Dès lors, le tribunal de commerce est compétent pour en connaître et il lui appartiendra d'examiner ses demandes à l'aune des seuls arguments de concurrence déloyale et de parasitisme qu'elle revendique et à l'exclusion de tout autre qui nécessiterait l'examen de la titularité des droits attachés à un brevet ou à une marque.

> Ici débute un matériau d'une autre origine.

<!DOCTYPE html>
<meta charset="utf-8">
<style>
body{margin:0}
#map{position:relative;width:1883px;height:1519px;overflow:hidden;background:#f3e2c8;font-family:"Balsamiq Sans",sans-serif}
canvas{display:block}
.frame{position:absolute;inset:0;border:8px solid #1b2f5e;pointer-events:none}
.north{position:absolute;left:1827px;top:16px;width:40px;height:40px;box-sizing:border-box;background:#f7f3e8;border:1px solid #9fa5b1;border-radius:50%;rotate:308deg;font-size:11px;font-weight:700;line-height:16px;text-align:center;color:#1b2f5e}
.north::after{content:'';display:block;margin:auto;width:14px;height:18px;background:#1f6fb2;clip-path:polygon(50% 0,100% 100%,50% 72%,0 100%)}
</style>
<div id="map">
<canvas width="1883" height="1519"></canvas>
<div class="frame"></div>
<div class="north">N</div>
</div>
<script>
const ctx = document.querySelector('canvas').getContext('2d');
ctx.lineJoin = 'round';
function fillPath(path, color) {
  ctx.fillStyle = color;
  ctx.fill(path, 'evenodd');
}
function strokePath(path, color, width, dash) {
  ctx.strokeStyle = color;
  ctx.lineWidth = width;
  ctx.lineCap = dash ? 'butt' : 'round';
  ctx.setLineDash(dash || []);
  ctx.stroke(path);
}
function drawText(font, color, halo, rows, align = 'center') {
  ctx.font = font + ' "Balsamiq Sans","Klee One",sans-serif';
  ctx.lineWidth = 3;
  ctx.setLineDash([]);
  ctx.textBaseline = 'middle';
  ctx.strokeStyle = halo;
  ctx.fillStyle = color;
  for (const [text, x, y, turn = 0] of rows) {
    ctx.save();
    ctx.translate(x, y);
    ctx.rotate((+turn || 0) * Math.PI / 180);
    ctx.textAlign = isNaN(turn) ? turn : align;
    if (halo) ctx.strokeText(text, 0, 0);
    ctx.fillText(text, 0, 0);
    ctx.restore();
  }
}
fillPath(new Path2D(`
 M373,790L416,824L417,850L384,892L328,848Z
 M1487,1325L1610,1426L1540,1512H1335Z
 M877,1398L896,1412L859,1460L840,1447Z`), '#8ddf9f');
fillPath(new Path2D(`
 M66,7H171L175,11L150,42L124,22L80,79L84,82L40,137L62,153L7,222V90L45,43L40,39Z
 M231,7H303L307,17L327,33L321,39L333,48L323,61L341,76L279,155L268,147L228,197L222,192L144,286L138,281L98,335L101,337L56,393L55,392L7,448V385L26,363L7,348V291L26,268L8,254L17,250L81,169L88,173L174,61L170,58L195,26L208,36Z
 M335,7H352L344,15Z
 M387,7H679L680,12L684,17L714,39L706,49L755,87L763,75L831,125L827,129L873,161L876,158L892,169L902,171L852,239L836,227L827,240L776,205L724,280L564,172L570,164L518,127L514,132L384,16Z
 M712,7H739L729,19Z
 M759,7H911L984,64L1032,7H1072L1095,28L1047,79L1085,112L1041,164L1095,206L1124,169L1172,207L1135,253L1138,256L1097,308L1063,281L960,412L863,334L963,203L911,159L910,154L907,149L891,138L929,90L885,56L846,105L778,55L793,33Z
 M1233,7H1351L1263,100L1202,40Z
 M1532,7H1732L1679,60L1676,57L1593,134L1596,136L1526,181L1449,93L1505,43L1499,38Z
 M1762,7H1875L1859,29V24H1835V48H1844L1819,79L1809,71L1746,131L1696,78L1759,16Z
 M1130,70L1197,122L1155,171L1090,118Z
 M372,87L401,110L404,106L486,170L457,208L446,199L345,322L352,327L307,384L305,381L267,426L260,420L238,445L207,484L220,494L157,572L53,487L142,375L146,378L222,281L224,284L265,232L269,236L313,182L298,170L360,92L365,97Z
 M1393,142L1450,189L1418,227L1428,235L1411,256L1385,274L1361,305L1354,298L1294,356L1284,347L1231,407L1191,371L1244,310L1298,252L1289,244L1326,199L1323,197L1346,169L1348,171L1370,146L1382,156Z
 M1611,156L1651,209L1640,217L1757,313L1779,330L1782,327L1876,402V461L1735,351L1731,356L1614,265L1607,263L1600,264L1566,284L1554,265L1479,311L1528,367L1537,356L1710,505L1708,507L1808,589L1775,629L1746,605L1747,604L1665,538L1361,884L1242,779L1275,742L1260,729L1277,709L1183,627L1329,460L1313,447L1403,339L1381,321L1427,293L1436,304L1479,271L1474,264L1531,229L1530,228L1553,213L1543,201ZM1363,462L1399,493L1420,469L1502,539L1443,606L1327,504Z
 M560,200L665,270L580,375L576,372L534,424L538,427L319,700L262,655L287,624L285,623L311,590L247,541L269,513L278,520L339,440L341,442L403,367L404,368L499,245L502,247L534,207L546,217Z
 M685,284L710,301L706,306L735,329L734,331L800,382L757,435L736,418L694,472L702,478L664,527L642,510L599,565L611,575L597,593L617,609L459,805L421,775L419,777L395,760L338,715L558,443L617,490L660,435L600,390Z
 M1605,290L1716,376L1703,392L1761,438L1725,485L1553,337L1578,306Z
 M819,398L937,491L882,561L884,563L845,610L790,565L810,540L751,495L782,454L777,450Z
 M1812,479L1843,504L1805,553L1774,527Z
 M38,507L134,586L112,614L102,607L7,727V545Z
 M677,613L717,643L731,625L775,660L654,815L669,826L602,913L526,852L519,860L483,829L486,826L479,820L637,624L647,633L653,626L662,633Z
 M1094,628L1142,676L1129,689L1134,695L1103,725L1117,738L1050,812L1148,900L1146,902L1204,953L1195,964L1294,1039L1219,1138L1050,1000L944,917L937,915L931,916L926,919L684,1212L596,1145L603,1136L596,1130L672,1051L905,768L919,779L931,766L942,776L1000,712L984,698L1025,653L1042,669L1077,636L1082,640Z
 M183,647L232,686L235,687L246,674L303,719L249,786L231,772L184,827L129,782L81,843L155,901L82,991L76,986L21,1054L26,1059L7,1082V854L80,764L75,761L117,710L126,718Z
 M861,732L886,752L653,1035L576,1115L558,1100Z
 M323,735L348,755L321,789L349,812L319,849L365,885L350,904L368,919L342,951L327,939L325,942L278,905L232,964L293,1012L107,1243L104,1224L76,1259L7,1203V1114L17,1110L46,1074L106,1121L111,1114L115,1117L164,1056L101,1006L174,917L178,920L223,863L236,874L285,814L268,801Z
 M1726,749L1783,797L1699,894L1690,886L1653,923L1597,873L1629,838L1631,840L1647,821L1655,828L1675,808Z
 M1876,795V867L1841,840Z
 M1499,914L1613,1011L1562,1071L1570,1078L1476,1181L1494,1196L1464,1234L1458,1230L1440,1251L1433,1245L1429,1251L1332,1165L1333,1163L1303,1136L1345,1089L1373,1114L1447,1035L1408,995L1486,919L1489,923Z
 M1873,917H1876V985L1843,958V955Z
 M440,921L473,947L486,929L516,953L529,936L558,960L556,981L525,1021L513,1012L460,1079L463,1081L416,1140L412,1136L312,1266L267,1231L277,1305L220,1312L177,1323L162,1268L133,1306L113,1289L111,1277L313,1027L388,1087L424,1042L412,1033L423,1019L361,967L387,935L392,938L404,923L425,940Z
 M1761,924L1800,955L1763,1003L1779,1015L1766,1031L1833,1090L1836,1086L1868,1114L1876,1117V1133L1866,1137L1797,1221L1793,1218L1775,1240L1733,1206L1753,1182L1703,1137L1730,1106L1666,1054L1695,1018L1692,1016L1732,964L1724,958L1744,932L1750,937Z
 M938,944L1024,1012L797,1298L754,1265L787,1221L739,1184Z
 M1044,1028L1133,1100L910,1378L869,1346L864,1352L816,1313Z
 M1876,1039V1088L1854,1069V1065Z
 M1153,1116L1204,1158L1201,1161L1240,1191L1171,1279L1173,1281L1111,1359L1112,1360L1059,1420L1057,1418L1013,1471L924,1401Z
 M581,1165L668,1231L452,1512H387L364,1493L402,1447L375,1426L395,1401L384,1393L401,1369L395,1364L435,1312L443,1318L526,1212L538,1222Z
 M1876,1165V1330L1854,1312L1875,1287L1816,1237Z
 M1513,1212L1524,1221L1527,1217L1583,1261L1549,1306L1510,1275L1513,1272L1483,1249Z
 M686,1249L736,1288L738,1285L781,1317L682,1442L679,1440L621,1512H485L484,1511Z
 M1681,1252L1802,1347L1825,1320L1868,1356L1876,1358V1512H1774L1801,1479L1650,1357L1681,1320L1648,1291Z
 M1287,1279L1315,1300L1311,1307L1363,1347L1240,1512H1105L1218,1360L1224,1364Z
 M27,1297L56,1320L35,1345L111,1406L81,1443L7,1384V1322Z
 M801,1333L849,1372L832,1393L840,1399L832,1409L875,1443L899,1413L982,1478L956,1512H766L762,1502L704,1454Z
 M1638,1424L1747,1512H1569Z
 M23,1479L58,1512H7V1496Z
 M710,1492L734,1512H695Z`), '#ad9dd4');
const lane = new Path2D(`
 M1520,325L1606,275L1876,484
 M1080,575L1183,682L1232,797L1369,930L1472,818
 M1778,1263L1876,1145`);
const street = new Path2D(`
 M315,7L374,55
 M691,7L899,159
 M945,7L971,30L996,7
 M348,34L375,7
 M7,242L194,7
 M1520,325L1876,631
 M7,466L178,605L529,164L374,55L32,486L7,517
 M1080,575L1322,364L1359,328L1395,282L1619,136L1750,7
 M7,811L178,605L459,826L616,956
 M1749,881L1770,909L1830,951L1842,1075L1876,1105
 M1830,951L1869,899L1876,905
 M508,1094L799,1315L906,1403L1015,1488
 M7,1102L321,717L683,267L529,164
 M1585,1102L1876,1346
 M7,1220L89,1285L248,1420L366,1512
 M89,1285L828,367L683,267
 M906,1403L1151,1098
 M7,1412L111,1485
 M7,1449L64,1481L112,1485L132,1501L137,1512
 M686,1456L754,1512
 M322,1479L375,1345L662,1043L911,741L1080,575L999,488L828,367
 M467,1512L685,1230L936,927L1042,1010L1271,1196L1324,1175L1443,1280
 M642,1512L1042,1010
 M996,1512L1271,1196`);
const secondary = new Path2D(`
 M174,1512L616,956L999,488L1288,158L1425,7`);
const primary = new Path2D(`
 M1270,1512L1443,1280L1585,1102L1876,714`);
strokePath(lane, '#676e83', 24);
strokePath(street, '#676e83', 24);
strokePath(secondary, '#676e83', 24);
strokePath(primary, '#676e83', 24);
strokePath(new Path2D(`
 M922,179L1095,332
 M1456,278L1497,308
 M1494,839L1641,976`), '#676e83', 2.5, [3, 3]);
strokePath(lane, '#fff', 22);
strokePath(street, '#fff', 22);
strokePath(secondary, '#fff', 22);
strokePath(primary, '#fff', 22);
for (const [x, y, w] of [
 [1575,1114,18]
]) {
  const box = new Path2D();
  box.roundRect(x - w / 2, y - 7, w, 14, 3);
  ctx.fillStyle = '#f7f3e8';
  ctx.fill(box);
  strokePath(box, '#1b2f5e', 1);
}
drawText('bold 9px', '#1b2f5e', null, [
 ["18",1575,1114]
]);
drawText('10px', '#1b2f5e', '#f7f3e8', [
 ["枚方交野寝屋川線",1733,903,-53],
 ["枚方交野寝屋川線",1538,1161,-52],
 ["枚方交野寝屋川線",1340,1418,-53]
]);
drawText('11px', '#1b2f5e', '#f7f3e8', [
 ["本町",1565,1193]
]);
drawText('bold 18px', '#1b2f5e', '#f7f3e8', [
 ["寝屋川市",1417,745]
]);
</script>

Ensuite, le fait que la société RADIOPROTECH dispose d'un site internet est insuffisant à démontrer que le dommage allégué par la société LEMER PAX se soit réalisé au domicile de cette dernière : la société LEMER PAX n'a versé aux débats aucune pièce relative à ce site, ne permettant pas dès lors à la Cour d'en apprécier le contenu non plus que les fonctionnalités. 6 Or, il appartient au demandeur à l'action délictuelle de démontrer qu'il peut déroger à la juridiction du lieu où demeure le défendeur en justifiant du lieu du fait dommageable. En l'absence de cette démonstration, l'affaire est renvoyée devant le tribunal de commerce de Lyon, dans le ressort duquel est établie la société RADIOPROTECH. Consécutivement et par application des dispositions de l'article 88 du code de procédure civile, la présente Cour est dénuée de tout pouvoir pour examiner le litige au fond. La société LEMER PAX est condamnée aux dépens d'appel et chaque partie gardera à sa charge ses propres frais irrépétibles. PAR CES MOTIFS : La Cour, Confirme le jugement déféré en ce que le Tribunal de commerce de Nantes s'est déclaré incompétent pour connaître du litige, L'infirme pour le solde. Statuant à nouveau :

Dit que le tribunal de commerce de LYON est compétent pour connaître du litige, Ordonne le renvoi de l'affaire devant le tribunal de commerce de LYON, Condamne la société LEMER PAX aux dépens d'appel, Rejette les demandes formées sur le fondement des dispositions de l'article 700 du code de procédure civile.